Armando Muñoz, also known by his codename Darwin, is a mutant superhero appearing in American comic books published by Marvel Comics.

Edi Gathegi played the character in the film X-Men: First Class.

Publication history
Darwin first appeared in X-Men: Deadly Genesis #2 (February 2006), created by writer Ed Brubaker and artist Pete Woods .

Fictional character biography

Early life and Krakoa
After birth, Darwin's powers of self-protection and continuous circumstantial evolution made his mother hate him. The Afro-Hispanic boy was found by scientists who experimented on him, bringing him to the attention of the public. He was found by Moira MacTaggert and recruited as one of her "fosters". He was in the first team, along with Kid Vulcan, Petra, and Sway to attempt to rescue the X-Men from Krakoa.

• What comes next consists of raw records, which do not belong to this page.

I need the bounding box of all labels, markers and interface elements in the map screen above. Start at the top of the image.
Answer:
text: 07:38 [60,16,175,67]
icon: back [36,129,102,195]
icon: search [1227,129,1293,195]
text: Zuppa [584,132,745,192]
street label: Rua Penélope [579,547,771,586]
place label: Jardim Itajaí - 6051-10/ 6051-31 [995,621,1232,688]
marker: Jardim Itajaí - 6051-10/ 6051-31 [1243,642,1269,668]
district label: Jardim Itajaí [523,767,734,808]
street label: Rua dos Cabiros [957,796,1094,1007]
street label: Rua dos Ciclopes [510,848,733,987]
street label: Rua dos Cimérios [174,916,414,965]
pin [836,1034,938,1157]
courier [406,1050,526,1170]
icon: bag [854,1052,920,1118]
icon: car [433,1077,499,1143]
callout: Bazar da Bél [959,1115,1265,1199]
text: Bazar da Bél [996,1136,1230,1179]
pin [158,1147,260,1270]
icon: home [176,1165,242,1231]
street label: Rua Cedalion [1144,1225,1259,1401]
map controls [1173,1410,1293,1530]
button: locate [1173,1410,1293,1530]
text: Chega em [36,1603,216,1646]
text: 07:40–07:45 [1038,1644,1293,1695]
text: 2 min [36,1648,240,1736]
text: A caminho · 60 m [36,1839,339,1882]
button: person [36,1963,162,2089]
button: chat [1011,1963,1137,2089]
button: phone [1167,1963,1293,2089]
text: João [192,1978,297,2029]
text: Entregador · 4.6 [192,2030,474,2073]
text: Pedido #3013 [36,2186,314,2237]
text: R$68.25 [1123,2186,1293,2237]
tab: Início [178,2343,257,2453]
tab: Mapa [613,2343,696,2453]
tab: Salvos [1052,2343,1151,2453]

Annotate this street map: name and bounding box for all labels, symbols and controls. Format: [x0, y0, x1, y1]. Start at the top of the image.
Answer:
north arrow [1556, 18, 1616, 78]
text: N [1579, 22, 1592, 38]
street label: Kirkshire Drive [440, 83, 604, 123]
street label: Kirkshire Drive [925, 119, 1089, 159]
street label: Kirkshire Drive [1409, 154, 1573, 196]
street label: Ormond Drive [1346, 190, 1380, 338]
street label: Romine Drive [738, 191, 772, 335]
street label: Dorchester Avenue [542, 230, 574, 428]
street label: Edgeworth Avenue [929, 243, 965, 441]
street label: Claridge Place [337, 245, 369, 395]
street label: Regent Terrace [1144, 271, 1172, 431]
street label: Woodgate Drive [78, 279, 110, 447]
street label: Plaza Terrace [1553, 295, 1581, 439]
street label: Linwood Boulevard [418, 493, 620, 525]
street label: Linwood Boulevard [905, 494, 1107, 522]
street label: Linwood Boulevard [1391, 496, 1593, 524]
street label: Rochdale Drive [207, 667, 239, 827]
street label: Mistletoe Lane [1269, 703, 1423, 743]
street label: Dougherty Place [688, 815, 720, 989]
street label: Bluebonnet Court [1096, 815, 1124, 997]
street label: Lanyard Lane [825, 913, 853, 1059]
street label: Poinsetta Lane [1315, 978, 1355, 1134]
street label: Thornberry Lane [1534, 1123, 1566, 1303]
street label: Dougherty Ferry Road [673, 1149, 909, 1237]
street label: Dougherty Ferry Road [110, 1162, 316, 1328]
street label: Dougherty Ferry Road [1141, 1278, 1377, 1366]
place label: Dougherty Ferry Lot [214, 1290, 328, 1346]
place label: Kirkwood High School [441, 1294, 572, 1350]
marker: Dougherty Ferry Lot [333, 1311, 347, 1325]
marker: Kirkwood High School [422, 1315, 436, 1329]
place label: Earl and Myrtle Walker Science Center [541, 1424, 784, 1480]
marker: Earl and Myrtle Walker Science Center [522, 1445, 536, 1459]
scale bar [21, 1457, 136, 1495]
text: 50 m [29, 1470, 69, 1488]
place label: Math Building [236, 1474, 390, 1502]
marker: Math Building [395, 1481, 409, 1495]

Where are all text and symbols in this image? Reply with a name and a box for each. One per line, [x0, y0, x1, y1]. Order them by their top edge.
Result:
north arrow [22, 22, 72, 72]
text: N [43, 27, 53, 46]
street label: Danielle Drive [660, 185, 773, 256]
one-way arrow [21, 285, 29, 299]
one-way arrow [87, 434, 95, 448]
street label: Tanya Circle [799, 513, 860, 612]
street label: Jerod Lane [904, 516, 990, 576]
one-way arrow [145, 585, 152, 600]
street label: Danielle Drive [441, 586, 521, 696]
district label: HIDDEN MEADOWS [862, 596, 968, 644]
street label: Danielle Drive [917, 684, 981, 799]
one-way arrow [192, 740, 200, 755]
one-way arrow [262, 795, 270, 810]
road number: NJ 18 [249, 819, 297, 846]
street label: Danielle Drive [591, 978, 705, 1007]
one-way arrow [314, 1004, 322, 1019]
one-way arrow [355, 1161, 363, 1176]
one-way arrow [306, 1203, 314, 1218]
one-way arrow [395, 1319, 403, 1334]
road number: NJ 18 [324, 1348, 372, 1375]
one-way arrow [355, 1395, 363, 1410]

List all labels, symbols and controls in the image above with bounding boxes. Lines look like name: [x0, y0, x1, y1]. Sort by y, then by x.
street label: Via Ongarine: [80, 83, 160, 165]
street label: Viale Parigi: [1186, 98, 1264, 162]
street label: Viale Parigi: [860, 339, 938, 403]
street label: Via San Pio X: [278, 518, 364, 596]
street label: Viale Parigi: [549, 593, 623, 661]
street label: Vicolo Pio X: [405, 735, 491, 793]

While Petra and Sway were killed by Krakoa, Darwin and Vulcan were swallowed in the earth by a combination of Sway and Petra's dying powers. Darwin absorbed the remains of the two girls and then converted himself into energy to fuse together with Vulcan. This gave Vulcan the powers of Darwin, Petra, and Sway. Rachel Summers managed to expel Darwin's presence from Vulcan, who then took off for space. While dealing with the shocking revelations of the truth about Krakoa and Vulcan, Beast found out that Darwin was in fact still alive. He was brought back to the Institute, where Beast determined Darwin was now a being of pure energy. While not conscious, he was shown to still have brain activity and was still alive, located at the X-Mansion. Once separated from Vulcan, Darwin's abilities caused him to develop a physical form once more.

The Rise and Fall of The Shi'ar Empire
When the Uncanny X-Men team (including Warpath, Havok, Polaris, Marvel Girl, Nightcrawler, and Professor Xavier) left to go hunt down Vulcan and stop him from destroying the Shi'ar, it was revealed that the Professor brought Darwin with them with hope that his friendship with Vulcan would help. When Shi'ar agents abducted Professor X, Darwin followed, and secretly jumped onto their spacecraft as it fled.

After successfully rescuing Xavier from his captors, Darwin was well on his way to freedom when D'Ken was revealed to be alive and well. Recaptured by the Imperium guards, Darwin failed in his attempt of rescuing his mentor and reluctantly accepted Vulcan's offer of becoming best man at his and Deathbird's wedding.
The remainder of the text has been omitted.